**WHAT THE EXERCISE ASKS**
Provide only the number of lines in the records where "Університетський" appears.

■ ■ ■

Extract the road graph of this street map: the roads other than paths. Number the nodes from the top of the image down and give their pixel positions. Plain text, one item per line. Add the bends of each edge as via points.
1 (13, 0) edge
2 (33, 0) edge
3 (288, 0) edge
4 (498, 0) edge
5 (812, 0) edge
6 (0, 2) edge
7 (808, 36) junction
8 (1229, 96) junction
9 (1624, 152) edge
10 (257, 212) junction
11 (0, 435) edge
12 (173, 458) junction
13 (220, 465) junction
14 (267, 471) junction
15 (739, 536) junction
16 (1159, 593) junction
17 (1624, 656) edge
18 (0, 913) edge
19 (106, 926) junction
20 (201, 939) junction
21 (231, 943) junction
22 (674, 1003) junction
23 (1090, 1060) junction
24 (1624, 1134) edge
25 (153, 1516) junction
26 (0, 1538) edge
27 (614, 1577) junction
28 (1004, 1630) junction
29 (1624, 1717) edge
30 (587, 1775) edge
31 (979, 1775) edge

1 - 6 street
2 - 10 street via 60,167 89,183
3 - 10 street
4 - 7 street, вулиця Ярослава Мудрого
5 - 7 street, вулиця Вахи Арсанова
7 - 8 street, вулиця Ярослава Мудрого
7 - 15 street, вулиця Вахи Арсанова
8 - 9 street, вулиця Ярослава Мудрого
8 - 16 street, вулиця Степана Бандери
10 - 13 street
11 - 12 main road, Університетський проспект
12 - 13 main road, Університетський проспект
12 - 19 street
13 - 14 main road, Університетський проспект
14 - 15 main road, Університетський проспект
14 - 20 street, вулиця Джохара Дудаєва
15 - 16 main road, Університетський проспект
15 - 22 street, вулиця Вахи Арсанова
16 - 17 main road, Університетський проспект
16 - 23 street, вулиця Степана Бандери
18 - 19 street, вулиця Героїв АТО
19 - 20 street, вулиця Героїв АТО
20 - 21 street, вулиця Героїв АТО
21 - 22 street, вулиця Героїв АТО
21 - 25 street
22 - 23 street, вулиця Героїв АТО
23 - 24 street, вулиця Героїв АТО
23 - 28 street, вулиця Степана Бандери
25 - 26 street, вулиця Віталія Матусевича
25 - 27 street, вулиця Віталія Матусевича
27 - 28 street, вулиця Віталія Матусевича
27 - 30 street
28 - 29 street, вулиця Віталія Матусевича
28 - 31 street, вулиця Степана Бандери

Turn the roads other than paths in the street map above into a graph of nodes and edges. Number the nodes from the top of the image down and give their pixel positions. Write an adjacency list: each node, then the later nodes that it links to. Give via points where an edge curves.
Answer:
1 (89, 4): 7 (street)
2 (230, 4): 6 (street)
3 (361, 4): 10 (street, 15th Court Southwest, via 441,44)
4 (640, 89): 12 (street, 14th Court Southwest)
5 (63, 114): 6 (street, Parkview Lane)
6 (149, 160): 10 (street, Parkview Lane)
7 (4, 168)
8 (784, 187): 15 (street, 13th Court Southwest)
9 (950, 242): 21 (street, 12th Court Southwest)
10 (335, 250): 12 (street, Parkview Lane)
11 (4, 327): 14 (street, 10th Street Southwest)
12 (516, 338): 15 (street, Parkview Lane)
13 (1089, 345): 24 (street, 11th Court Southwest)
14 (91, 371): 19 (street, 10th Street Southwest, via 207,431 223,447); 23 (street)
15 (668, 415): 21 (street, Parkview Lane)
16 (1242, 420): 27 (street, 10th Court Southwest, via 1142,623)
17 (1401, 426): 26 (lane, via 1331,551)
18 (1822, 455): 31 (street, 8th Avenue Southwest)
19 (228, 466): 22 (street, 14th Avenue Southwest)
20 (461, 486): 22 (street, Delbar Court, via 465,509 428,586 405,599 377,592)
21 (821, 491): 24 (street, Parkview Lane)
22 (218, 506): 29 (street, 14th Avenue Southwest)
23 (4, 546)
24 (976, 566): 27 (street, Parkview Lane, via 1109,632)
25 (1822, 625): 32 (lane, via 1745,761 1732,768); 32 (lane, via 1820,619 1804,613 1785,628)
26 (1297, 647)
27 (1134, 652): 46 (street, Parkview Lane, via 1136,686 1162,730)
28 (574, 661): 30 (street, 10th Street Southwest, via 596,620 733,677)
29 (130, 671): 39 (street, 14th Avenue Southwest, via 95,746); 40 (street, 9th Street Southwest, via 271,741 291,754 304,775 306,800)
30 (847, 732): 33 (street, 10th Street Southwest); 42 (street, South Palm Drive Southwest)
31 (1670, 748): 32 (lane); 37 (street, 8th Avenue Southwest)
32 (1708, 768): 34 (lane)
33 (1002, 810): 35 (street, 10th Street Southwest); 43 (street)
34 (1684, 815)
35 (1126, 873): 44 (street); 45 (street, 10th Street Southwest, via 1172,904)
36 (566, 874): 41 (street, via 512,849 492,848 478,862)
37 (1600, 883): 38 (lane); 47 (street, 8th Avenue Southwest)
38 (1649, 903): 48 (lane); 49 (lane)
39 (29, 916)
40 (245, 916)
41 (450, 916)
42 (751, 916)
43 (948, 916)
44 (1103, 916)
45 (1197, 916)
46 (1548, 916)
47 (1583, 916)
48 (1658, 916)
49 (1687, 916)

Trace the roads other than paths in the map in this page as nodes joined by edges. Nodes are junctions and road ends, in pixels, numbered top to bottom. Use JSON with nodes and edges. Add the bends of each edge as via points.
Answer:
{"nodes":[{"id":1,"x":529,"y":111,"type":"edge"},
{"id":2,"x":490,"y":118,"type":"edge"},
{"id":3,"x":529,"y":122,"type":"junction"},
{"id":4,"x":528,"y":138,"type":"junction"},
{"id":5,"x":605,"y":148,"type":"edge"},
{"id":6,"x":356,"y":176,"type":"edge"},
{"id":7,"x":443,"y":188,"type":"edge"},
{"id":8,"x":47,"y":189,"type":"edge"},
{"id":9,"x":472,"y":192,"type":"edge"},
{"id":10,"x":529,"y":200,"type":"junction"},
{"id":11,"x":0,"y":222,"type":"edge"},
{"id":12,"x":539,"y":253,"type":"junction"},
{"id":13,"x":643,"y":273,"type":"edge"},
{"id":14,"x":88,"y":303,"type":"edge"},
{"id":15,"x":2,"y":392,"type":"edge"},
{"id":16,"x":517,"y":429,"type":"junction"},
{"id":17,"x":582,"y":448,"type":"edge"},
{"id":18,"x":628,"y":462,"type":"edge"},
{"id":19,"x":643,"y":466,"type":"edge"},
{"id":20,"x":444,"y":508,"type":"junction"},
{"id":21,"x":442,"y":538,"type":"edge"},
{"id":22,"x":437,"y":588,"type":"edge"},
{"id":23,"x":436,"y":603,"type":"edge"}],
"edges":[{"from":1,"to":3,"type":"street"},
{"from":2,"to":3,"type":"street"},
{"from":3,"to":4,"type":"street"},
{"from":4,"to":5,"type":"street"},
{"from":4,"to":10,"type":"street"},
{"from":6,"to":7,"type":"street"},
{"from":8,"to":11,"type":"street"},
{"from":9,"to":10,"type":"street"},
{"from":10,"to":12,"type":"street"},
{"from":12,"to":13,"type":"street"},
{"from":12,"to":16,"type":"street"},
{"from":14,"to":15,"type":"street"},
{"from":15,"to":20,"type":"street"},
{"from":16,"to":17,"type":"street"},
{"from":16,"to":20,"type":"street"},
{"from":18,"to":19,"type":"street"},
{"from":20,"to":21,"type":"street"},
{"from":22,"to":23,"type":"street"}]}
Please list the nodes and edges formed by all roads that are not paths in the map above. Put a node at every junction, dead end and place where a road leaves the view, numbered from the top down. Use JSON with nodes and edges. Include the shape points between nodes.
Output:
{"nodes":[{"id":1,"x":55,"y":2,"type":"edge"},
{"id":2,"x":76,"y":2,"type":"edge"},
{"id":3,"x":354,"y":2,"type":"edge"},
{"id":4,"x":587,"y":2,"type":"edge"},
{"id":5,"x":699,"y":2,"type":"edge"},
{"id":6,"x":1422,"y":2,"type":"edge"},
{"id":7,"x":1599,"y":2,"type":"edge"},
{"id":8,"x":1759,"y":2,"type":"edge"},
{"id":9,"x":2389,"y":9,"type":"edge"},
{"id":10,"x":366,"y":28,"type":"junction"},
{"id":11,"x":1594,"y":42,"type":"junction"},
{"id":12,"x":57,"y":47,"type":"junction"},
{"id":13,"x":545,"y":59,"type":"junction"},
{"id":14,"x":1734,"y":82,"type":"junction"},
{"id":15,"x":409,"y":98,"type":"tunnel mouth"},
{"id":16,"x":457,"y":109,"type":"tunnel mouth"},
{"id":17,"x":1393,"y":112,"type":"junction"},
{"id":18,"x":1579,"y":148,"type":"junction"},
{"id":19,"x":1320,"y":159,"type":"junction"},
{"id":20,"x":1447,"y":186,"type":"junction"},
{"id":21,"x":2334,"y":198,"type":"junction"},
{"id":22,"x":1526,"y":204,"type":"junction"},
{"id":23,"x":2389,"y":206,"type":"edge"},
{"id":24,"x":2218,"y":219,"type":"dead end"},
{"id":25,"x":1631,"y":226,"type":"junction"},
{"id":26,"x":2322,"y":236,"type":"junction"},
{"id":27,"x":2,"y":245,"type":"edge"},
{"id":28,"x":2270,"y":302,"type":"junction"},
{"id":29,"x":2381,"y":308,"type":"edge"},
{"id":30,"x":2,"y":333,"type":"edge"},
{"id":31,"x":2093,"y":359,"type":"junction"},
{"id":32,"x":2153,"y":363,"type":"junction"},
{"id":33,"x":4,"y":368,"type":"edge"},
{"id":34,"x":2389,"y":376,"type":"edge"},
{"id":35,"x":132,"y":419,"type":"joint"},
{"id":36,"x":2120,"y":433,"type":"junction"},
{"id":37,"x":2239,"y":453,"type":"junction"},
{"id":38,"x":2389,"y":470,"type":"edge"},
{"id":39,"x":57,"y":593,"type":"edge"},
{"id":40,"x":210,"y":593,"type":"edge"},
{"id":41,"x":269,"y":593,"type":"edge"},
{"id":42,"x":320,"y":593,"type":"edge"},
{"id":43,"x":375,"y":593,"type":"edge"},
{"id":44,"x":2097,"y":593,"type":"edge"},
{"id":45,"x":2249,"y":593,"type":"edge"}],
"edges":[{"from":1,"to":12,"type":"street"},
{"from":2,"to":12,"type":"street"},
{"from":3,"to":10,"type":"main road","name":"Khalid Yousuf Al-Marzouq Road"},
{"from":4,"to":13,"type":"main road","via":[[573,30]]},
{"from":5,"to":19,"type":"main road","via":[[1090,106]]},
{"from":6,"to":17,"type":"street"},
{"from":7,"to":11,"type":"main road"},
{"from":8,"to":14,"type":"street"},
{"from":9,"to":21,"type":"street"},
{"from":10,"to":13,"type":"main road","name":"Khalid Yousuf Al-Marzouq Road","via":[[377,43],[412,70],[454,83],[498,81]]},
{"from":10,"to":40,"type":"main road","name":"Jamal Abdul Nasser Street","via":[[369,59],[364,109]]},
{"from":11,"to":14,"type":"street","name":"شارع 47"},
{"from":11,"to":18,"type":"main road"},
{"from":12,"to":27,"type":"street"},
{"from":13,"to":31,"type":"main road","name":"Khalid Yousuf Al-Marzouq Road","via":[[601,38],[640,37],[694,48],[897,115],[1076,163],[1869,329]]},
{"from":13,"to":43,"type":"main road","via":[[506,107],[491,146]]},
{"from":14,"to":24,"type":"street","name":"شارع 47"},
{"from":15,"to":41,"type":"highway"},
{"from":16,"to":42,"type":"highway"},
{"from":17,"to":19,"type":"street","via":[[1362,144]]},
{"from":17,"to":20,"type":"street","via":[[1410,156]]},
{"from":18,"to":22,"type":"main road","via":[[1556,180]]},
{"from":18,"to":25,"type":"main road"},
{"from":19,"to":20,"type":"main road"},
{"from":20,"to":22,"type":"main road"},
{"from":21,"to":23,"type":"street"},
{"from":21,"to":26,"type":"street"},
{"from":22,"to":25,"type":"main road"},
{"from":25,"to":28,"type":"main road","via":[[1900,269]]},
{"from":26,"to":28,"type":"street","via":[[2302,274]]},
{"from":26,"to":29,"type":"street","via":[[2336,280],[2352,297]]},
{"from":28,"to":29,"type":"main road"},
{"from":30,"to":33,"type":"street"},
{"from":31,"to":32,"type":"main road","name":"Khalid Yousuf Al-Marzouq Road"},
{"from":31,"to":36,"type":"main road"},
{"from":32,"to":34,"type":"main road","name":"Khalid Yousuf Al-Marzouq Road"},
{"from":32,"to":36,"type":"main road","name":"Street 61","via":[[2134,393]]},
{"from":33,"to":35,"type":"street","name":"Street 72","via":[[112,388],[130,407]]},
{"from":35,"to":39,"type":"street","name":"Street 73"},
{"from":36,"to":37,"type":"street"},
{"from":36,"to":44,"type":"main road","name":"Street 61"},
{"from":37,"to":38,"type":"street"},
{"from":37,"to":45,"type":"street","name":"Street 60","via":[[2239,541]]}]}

■ ■ ■

**EXERCISE RESPONSE**
6